Set down every line of the data exactly, skipping the pictures.

Stored data entries
■ ■ ■
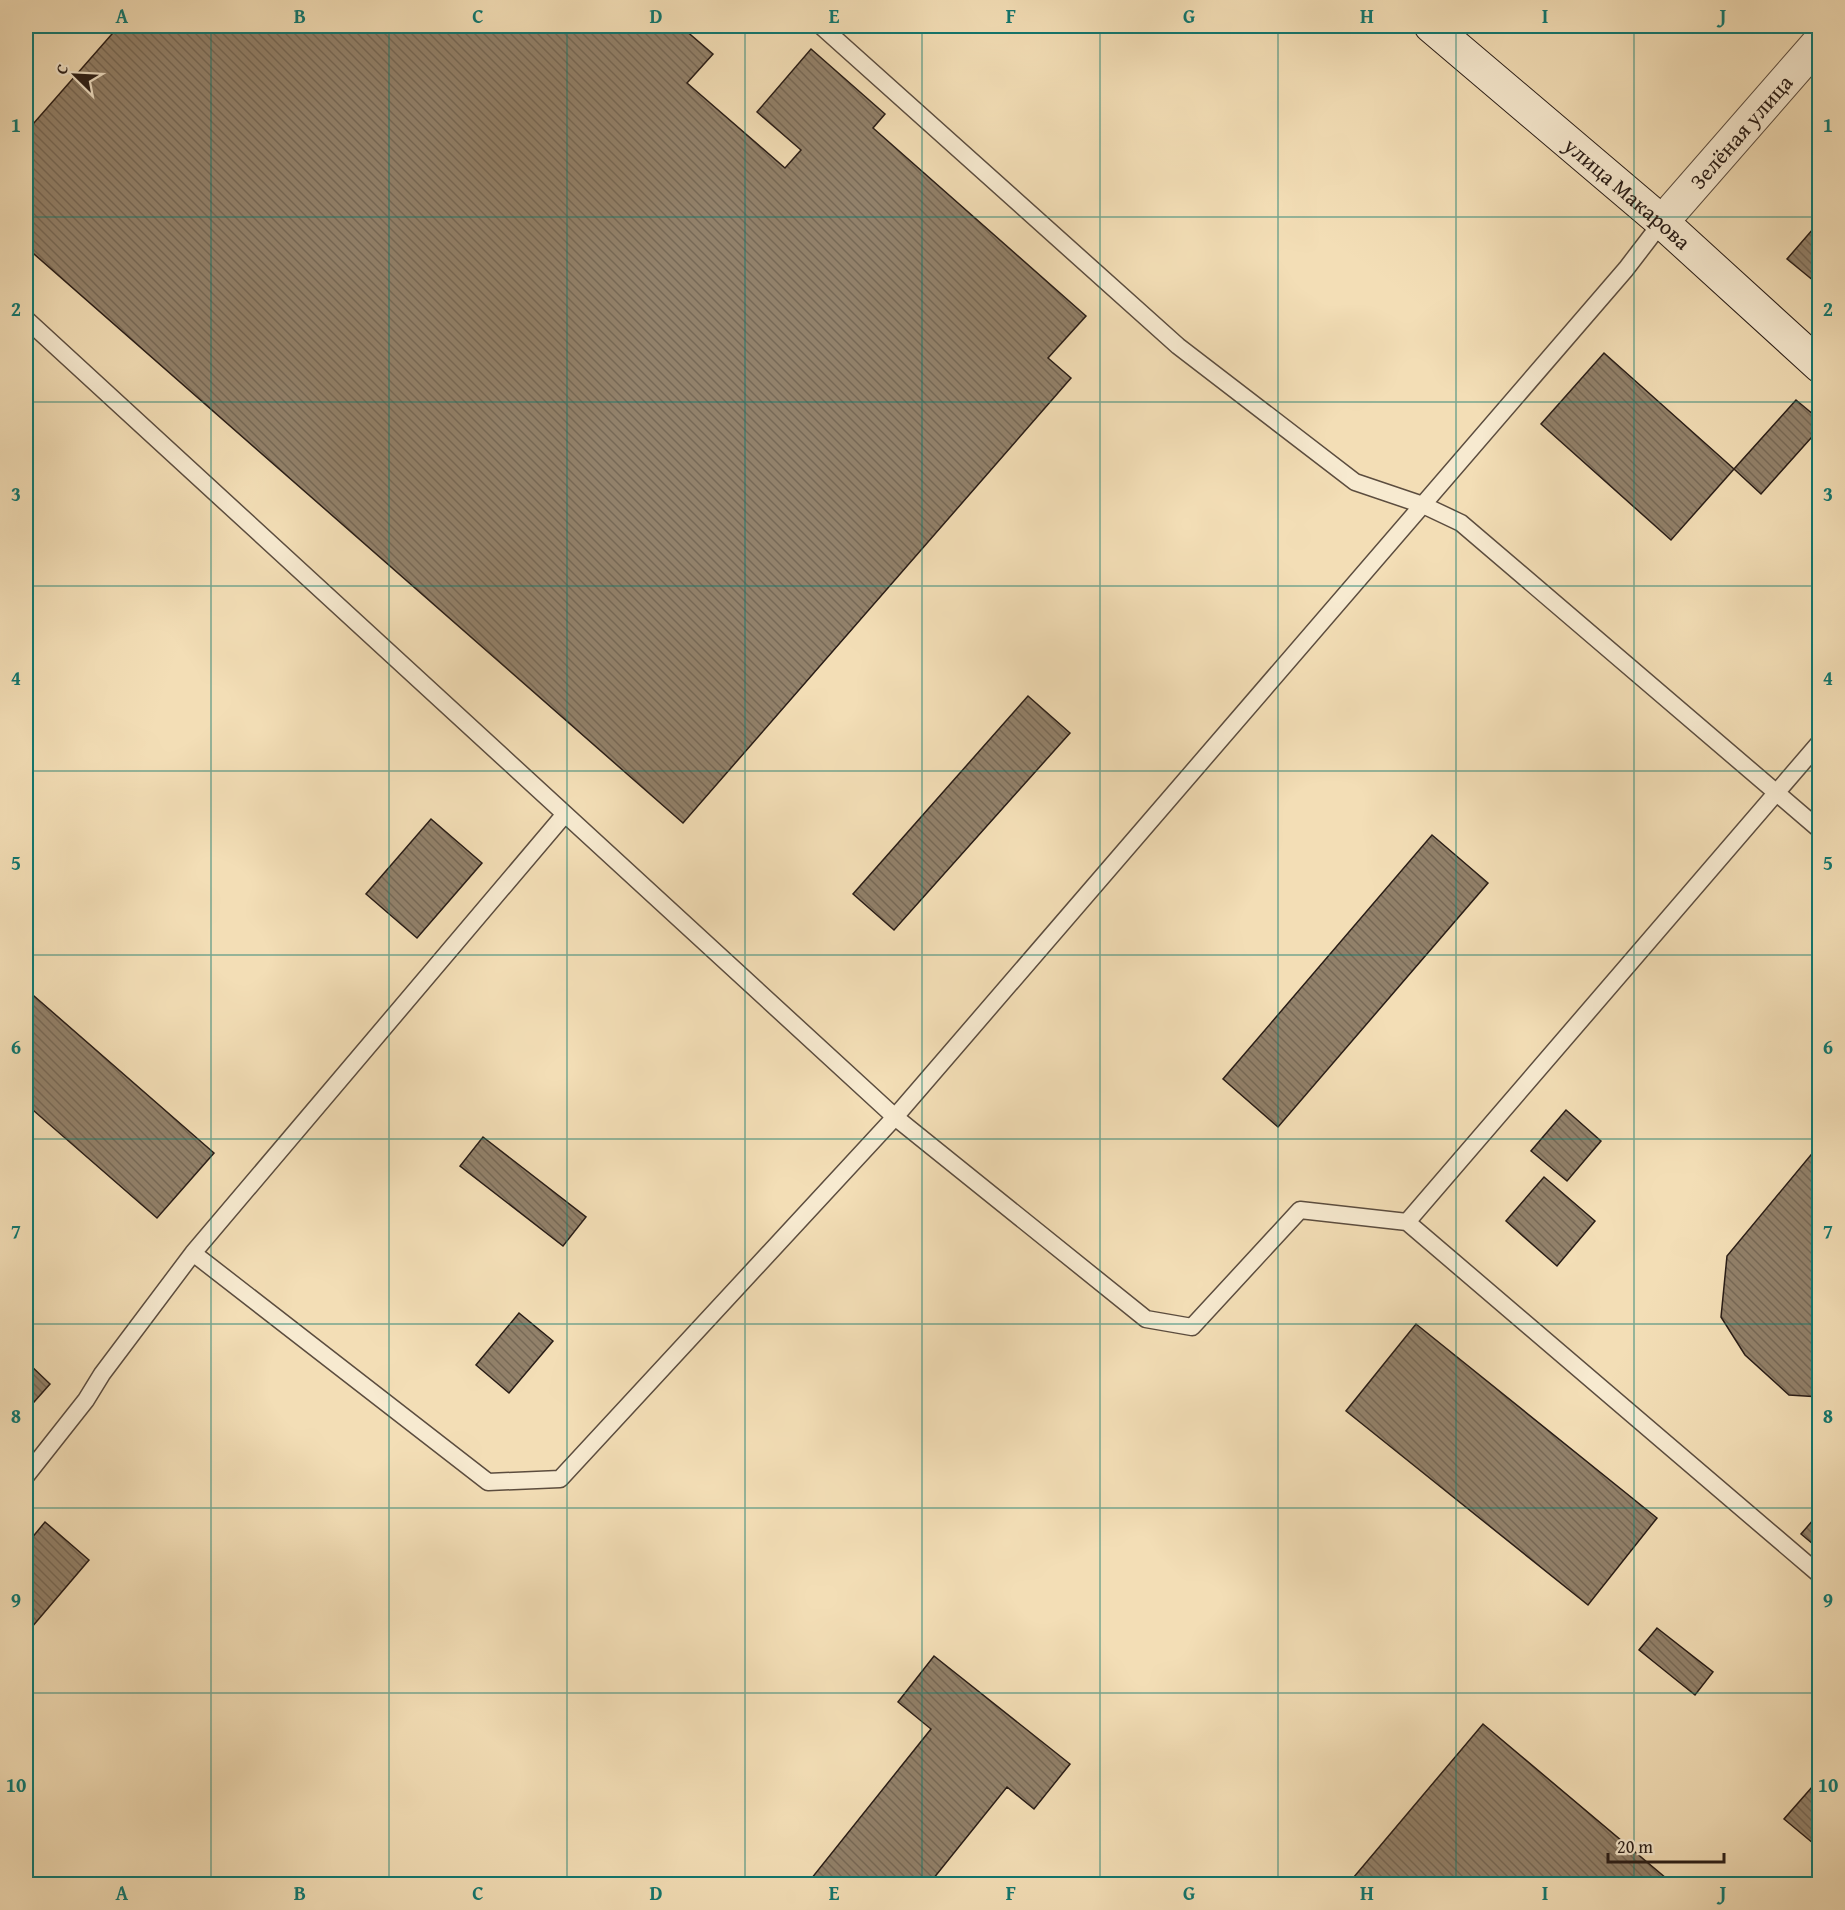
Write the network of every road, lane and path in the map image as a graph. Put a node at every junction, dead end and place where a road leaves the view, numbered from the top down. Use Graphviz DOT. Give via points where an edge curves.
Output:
graph roads {
  1 [pos="821,26"];
  2 [pos="1431,26"];
  3 [pos="1817,48"];
  4 [pos="1662,222"];
  5 [pos="26,319"];
  6 [pos="1820,366"];
  7 [pos="1423,505"];
  8 [pos="1820,742"];
  9 [pos="1775,793"];
  10 [pos="565,814"];
  11 [pos="1820,830"];
  12 [pos="895,1117"];
  13 [pos="1407,1222"];
  14 [pos="193,1253"];
  15 [pos="26,1476"];
  16 [pos="1820,1575"];
  1 -- 7 [label="lane" via="1178,346 1355,482"];
  2 -- 4 [label="street, улица Макарова"];
  3 -- 4 [label="street, Зелёная улица"];
  4 -- 6 [label="street, улица Макарова"];
  4 -- 7 [label="lane"];
  5 -- 10 [label="lane"];
  7 -- 9 [label="lane" via="1461,523"];
  7 -- 12 [label="lane"];
  8 -- 9 [label="lane"];
  9 -- 11 [label="lane"];
  9 -- 13 [label="lane"];
  10 -- 12 [label="lane"];
  10 -- 14 [label="lane"];
  12 -- 13 [label="lane" via="1146,1319 1192,1327 1300,1210"];
  12 -- 14 [label="lane" via="560,1479 488,1482"];
  13 -- 16 [label="lane"];
  14 -- 15 [label="lane"];
}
■ ■ ■
**Your response:**
Write the network of every road, lane and path in the map image as a graph. Put a node at every junction, dead end and place where a road leaves the view, numbered from the top down. Use Graphviz DOT. Give via points where an edge curves.
Output:
graph roads {
  1 [pos="821,26"];
  2 [pos="1431,26"];
  3 [pos="1817,48"];
  4 [pos="1662,222"];
  5 [pos="26,319"];
  6 [pos="1820,366"];
  7 [pos="1423,505"];
  8 [pos="1820,742"];
  9 [pos="1775,793"];
  10 [pos="565,814"];
  11 [pos="1820,830"];
  12 [pos="895,1117"];
  13 [pos="1407,1222"];
  14 [pos="193,1253"];
  15 [pos="26,1476"];
  16 [pos="1820,1575"];
  1 -- 7 [label="lane" via="1178,346 1355,482"];
  2 -- 4 [label="street, улица Макарова"];
  3 -- 4 [label="street, Зелёная улица"];
  4 -- 6 [label="street, улица Макарова"];
  4 -- 7 [label="lane"];
  5 -- 10 [label="lane"];
  7 -- 9 [label="lane" via="1461,523"];
  7 -- 12 [label="lane"];
  8 -- 9 [label="lane"];
  9 -- 11 [label="lane"];
  9 -- 13 [label="lane"];
  10 -- 12 [label="lane"];
  10 -- 14 [label="lane"];
  12 -- 13 [label="lane" via="1146,1319 1192,1327 1300,1210"];
  12 -- 14 [label="lane" via="560,1479 488,1482"];
  13 -- 16 [label="lane"];
  14 -- 15 [label="lane"];
}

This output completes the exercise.